== Problem ==
Find the line that contains "Write the network"; then retype it and each line after it, exactly, through the final line of the data below.

>>

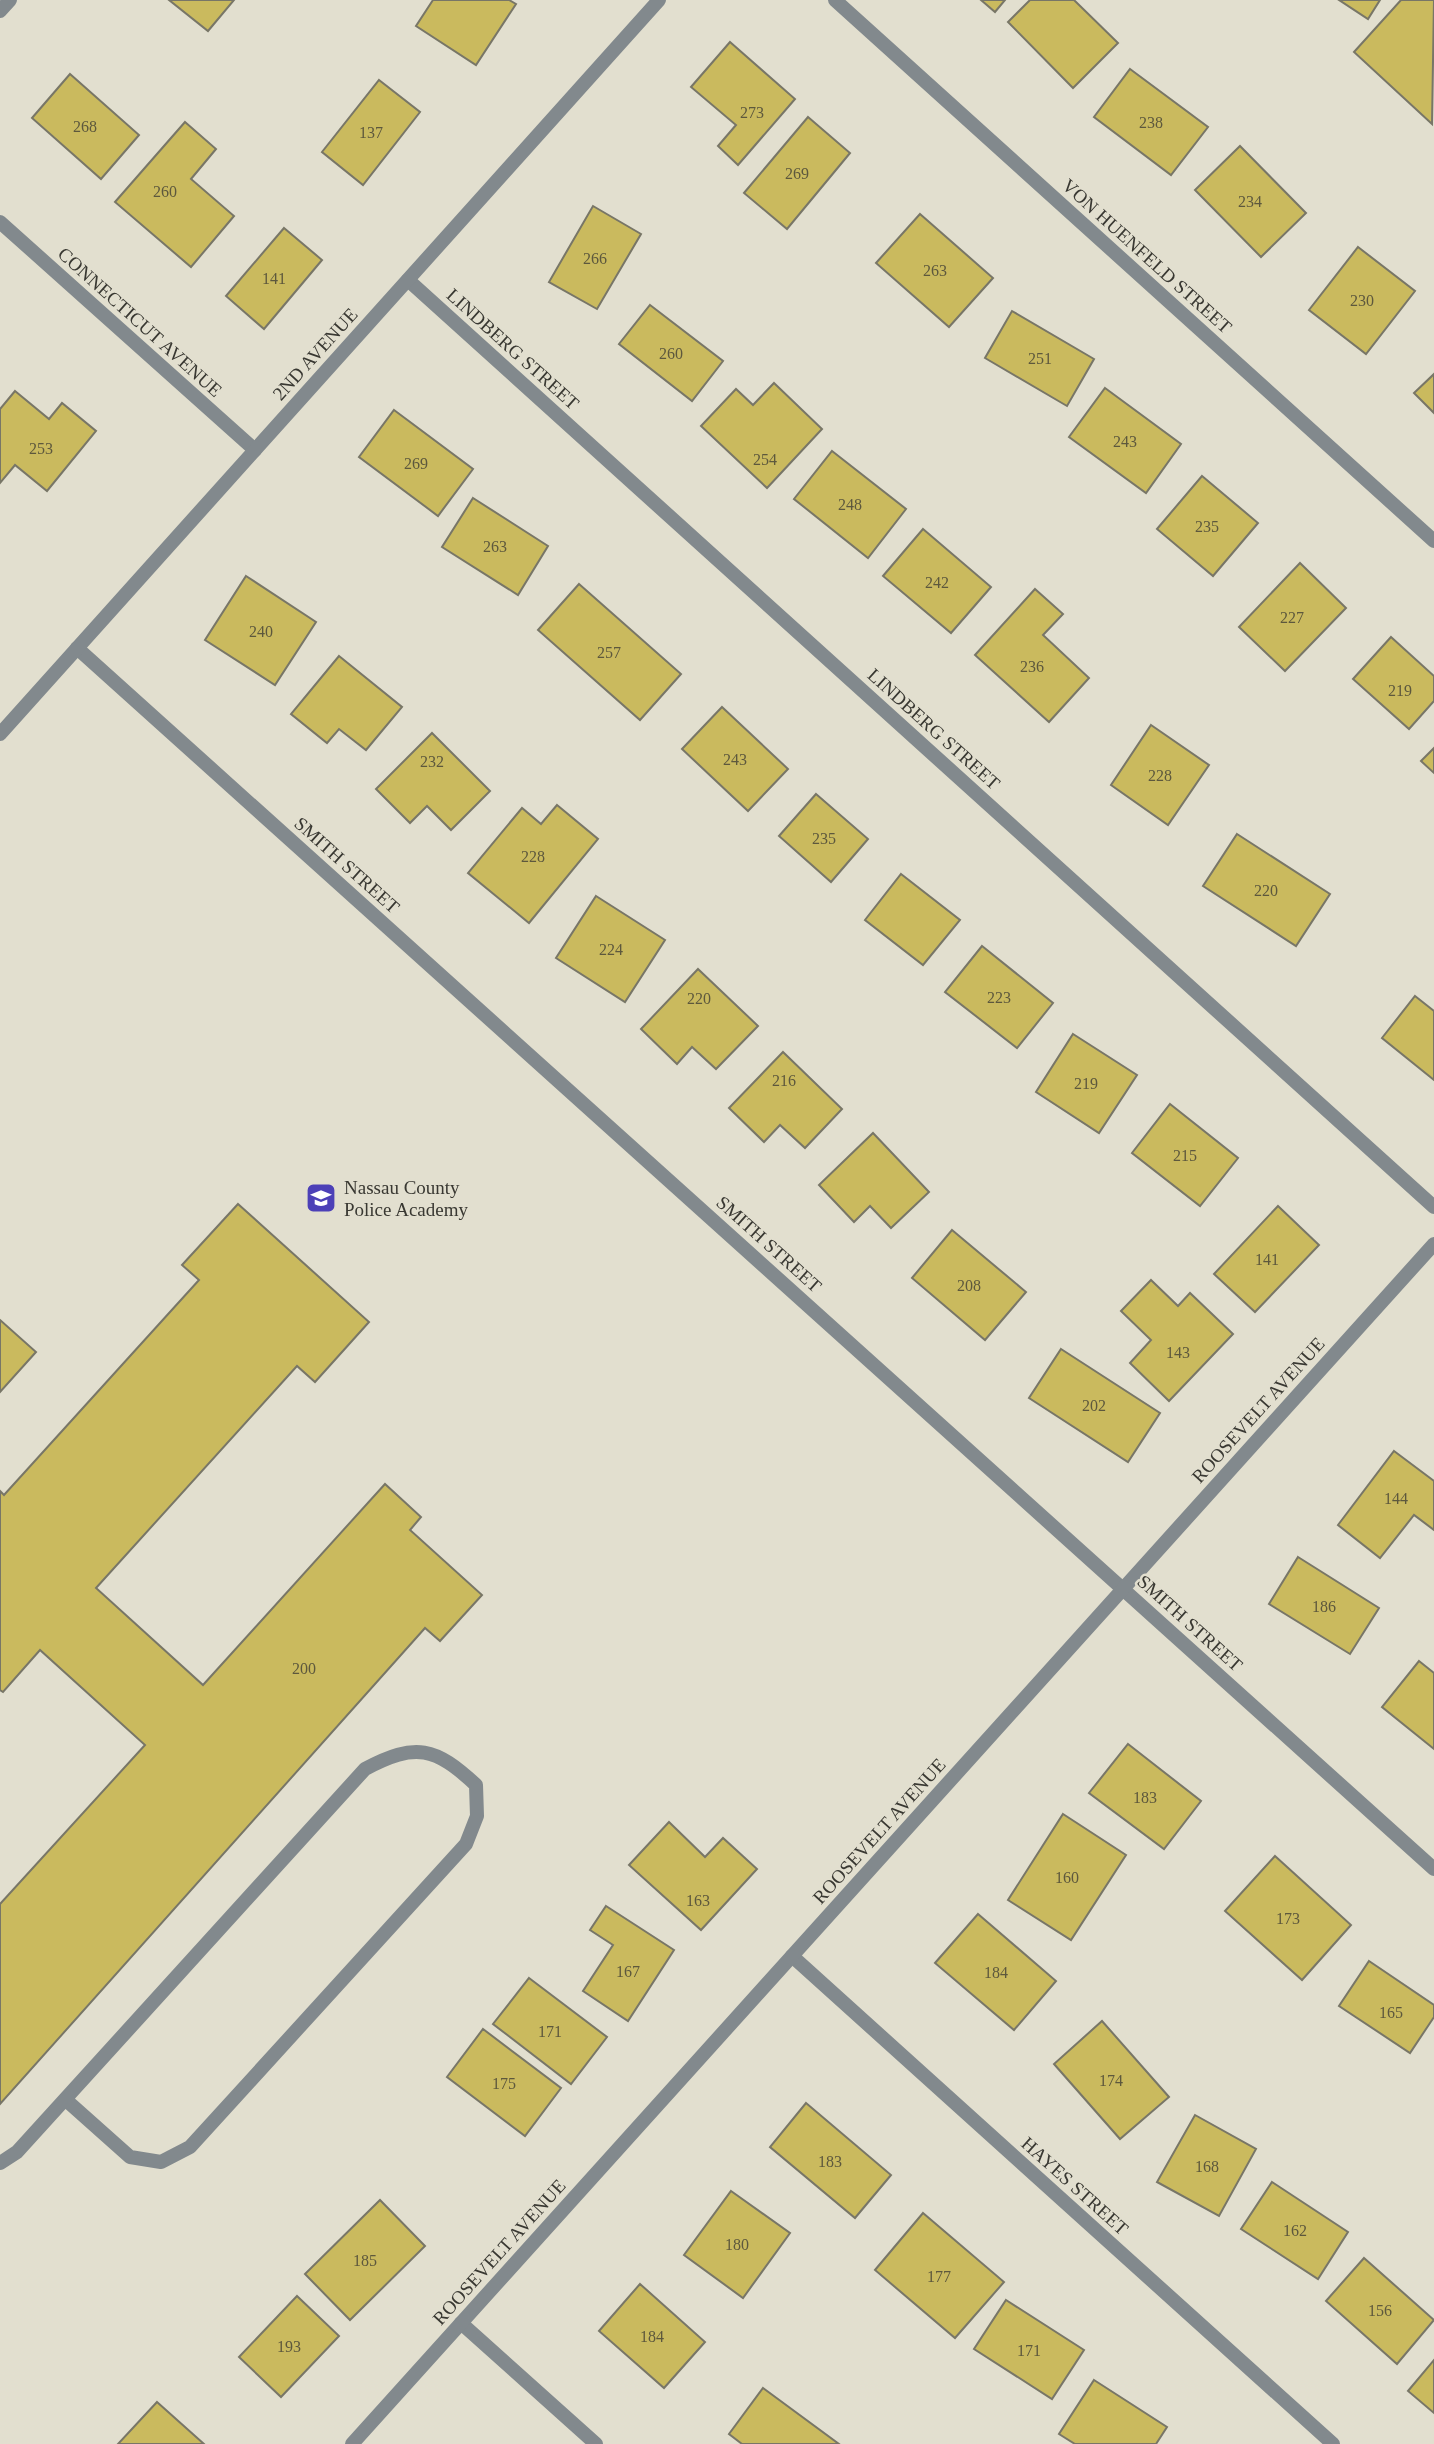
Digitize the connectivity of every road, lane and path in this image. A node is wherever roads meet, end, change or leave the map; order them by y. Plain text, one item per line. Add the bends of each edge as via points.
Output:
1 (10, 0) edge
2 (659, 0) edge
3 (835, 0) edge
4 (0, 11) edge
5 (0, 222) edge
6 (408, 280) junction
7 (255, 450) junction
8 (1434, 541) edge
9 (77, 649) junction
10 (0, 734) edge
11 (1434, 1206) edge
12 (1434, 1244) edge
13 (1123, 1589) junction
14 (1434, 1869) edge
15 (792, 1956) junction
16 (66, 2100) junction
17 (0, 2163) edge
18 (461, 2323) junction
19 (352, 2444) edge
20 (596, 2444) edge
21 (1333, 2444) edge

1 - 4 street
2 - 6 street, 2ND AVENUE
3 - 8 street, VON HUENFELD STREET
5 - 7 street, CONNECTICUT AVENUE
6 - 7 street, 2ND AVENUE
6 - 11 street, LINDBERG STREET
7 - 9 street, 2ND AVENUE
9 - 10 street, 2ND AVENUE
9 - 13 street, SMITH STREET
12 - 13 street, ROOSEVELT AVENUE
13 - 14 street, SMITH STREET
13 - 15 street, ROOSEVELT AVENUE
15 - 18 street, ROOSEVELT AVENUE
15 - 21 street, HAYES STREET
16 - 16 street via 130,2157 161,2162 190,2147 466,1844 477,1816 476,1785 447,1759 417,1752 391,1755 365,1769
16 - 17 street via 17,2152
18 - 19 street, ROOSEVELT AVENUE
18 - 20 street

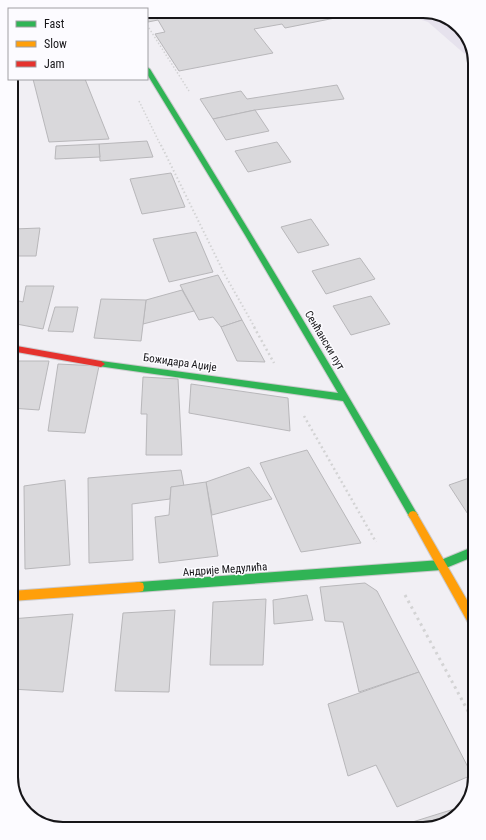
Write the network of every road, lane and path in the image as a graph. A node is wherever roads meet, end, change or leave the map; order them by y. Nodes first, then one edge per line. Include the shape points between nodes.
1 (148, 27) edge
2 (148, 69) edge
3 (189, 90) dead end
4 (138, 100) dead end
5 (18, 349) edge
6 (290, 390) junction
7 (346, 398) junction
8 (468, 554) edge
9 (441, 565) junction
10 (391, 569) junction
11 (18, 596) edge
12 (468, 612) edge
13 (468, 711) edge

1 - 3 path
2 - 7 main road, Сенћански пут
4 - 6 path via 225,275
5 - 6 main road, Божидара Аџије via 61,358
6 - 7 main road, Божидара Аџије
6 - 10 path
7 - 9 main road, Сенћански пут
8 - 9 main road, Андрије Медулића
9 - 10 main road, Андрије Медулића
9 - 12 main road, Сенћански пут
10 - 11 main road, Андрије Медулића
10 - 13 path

<<

== Response to the task ==
Write the network of every road, lane and path in the image as a graph. A node is wherever roads meet, end, change or leave the map; order them by y. Nodes first, then one edge per line. Include the shape points between nodes.
1 (148, 27) edge
2 (148, 69) edge
3 (189, 90) dead end
4 (138, 100) dead end
5 (18, 349) edge
6 (290, 390) junction
7 (346, 398) junction
8 (468, 554) edge
9 (441, 565) junction
10 (391, 569) junction
11 (18, 596) edge
12 (468, 612) edge
13 (468, 711) edge

1 - 3 path
2 - 7 main road, Сенћански пут
4 - 6 path via 225,275
5 - 6 main road, Божидара Аџије via 61,358
6 - 7 main road, Божидара Аџије
6 - 10 path
7 - 9 main road, Сенћански пут
8 - 9 main road, Андрије Медулића
9 - 10 main road, Андрије Медулића
9 - 12 main road, Сенћански пут
10 - 11 main road, Андрије Медулића
10 - 13 path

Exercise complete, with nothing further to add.